One of SpeedFan's most under-used features is its charting ability. In the "Chart" tab, you can pit the various sensors against one another, seeing how they change over time. We graphed the temperature sensors that were puzzling us, including "System" which correlated to what PC Probe's identified as the "Motherboard" sensor (we wanted to know exactly where "Motherboard" was located). After going through the first few steps of configuration, we also noticed that all the "SMIOVT" sensors reported the same value, so we decided to discard two of them for being redundant.

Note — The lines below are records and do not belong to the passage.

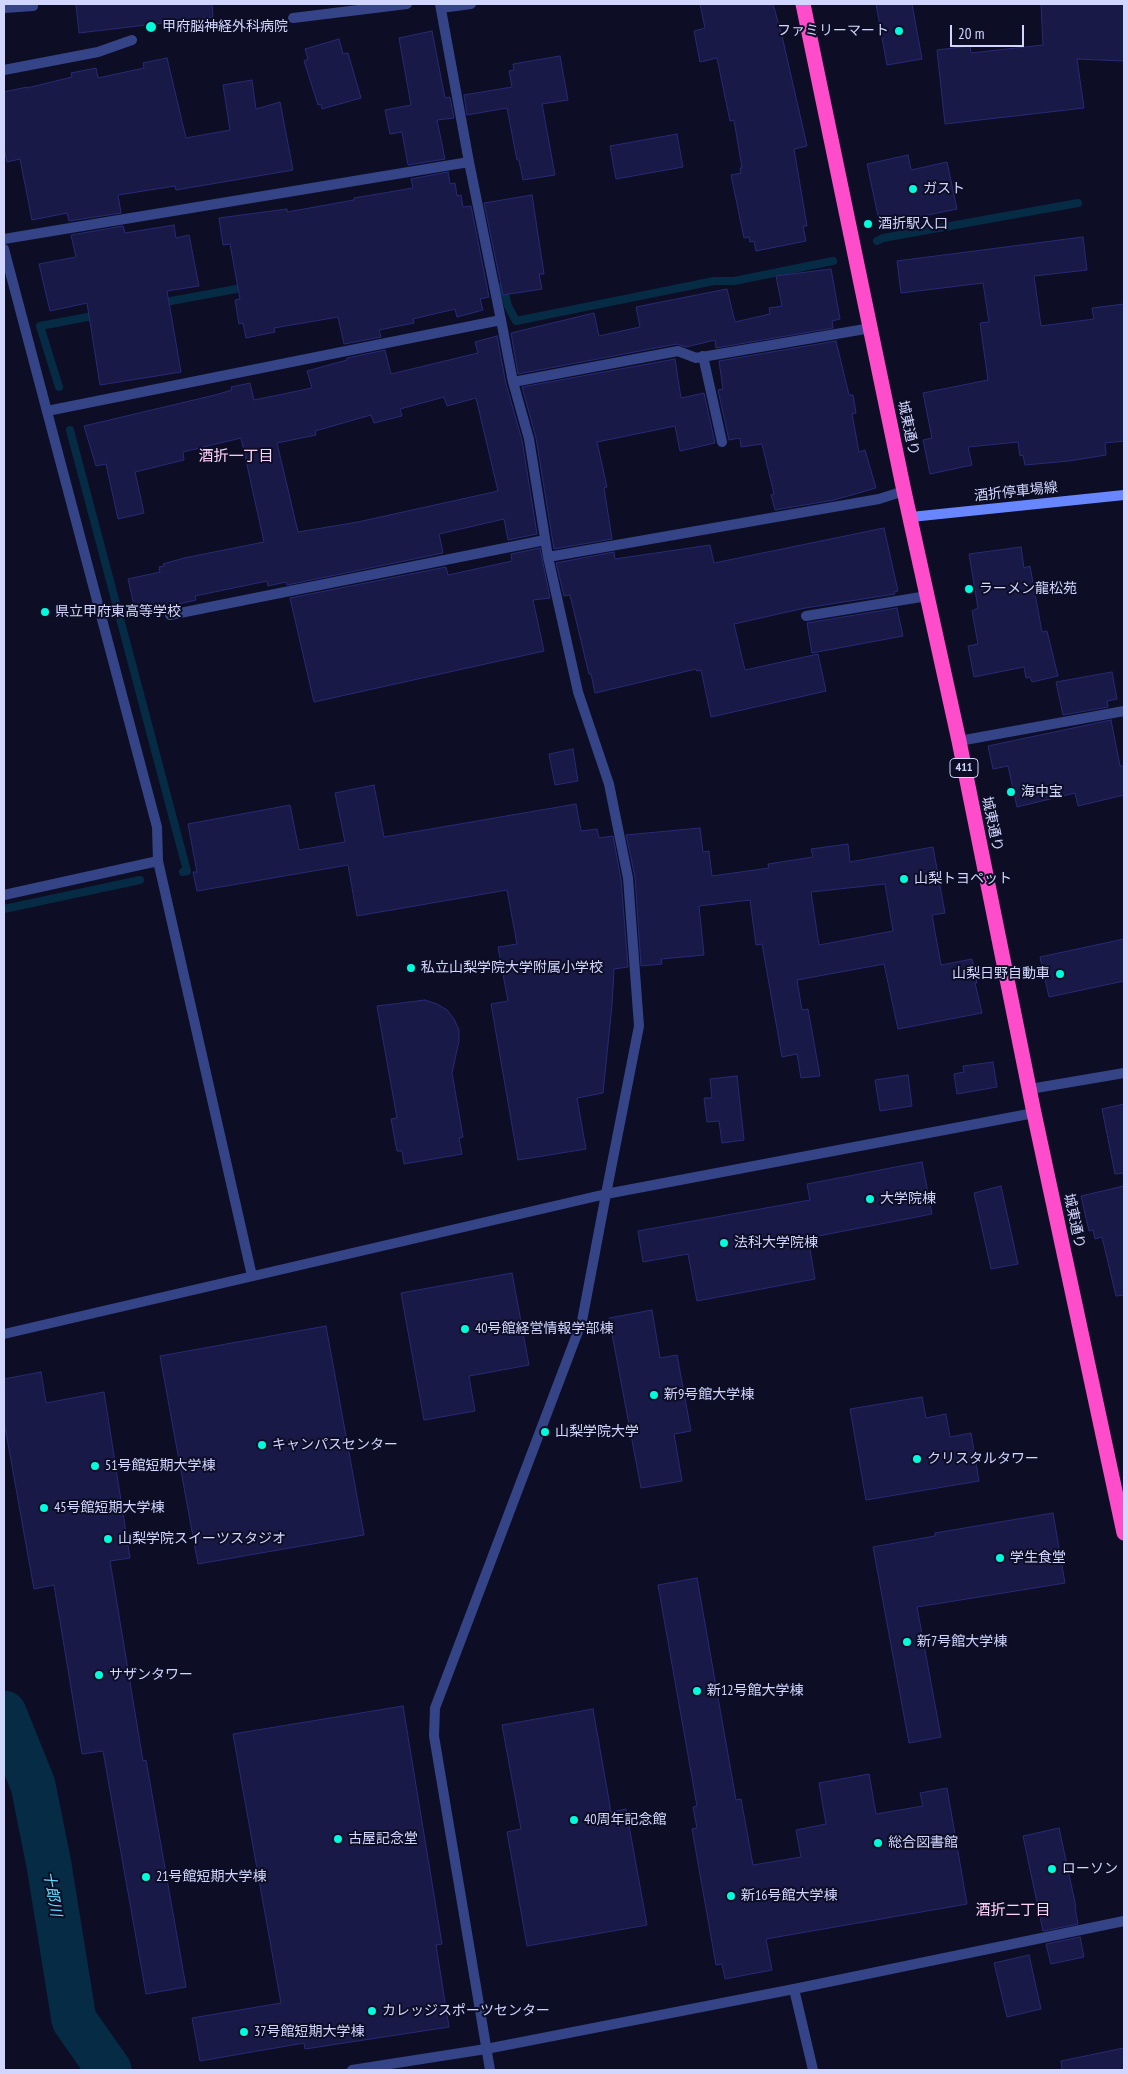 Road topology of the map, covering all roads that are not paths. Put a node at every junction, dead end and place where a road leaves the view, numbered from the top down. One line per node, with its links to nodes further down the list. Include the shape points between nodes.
1 (33, 4): 6 (street)
2 (407, 4): 7 (street)
3 (471, 4): 5 (street)
4 (803, 4): 14 (highway, 城東通り / 411)
5 (441, 6): 10 (street)
6 (4, 8)
7 (292, 18)
8 (132, 40): 9 (street, via 98,52)
9 (4, 70)
10 (469, 162): 11 (street); 13 (street)
11 (4, 239)
12 (4, 249): 17 (street)
13 (501, 320): 16 (street); 17 (street)
14 (871, 328): 15 (street); 19 (highway, 城東通り / 411)
15 (703, 356): 16 (street, via 696,358 678,351); 18 (street)
16 (513, 382): 22 (street, via 529,439)
17 (48, 411): 29 (street, via 157,827)
18 (722, 442)
19 (904, 491): 21 (highway, 城東通り / 411); 23 (street, via 879,499)
20 (1124, 496): 21 (main road, 酒折停車場線)
21 (911, 517): 24 (highway, 城東通り / 411)
22 (545, 540): 23 (street); 25 (street)
23 (548, 557): 34 (street, via 578,692 609,784 628,878 639,1026)
24 (927, 596): 26 (street); 28 (highway, 城東通り / 411)
25 (170, 615)
26 (806, 616)
27 (1124, 710): 28 (street)
28 (959, 741): 32 (highway, 城東通り / 411)
29 (158, 861): 30 (street); 35 (street)
30 (4, 896)
31 (1124, 1073): 32 (street)
32 (1030, 1089): 33 (highway, 城東通り / 411)
33 (1034, 1113): 34 (street); 37 (highway, 城東通り / 411)
34 (606, 1194): 35 (street); 41 (street, via 582,1321 435,1708 434,1736)
35 (252, 1276): 36 (street)
36 (4, 1334)
37 (1121, 1496): 38 (highway, 城東通り / 411)
38 (1124, 1533)
39 (1124, 1921): 40 (street)
40 (794, 1989): 41 (street); 44 (street)
41 (486, 2049): 42 (street); 43 (street)
42 (352, 2070)
43 (490, 2070)
44 (813, 2070)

When identifying temperature sensors manually, it's helpful to heat the system up first so that differences can be more easily observed. We ran Prime95 for about 15 minutes until the temperatures stabilized, then placed a fan over different portions of the board to see if any of the sensors would react. "System" and "SMIOVT4" dipped a similar amount when the fan was cooling the PCH heatsink. "SMIOVT4" seemed to be more erratic so we decided it would be disabled in favor of "System". Moving the same fan over the RAM caused "AUX" to drop, so it appears there's a sensor near the DIMM slots which is a nice bonus.

We also noticed that the "CPU" reading in PC Probe was always within one degree of "Core 0" (Core 0 and 1 are sensors generated by the processor itself), so all the fan, speed, and temperature sensors are now sorted out. We'll switch our focus to setting up automatic fan control using custom parameters. Check the "Automatic fan speed" box and go back into the Configuration menu.

The sensors in the Temperature tab are expandable, allowing you to pick and choose which fans will react to them. Above we've set the CPU fan to respond to the CPU temperature, the GPU fan to the GPU temperature, and the Chassis fans to the hard drive temperature. The fans in question will speed up whenever the "Desired" temperature is exceeded and at the "Warning" temperature, it will override your settings and run the fan at 100% to ensure overheating doesn't occur. If you click the "Show in tray" box at bottom right, that temperature reading will be displayed on the SpeedFan icon in the system tray.

In the Fan tab, set the desired minimum and maximum values for each fan, and check the "Automatically variated" box.

In the graphs above, you can see SpeedFan in action. Prime95 is run and the CPU temperature spikes. Shortly after, the CPU fan speed starts to ramp up (note: the fan speed graph was created a few seconds after the temperature graph, so it's shifted toward the right, making the reaction time seem a little slow).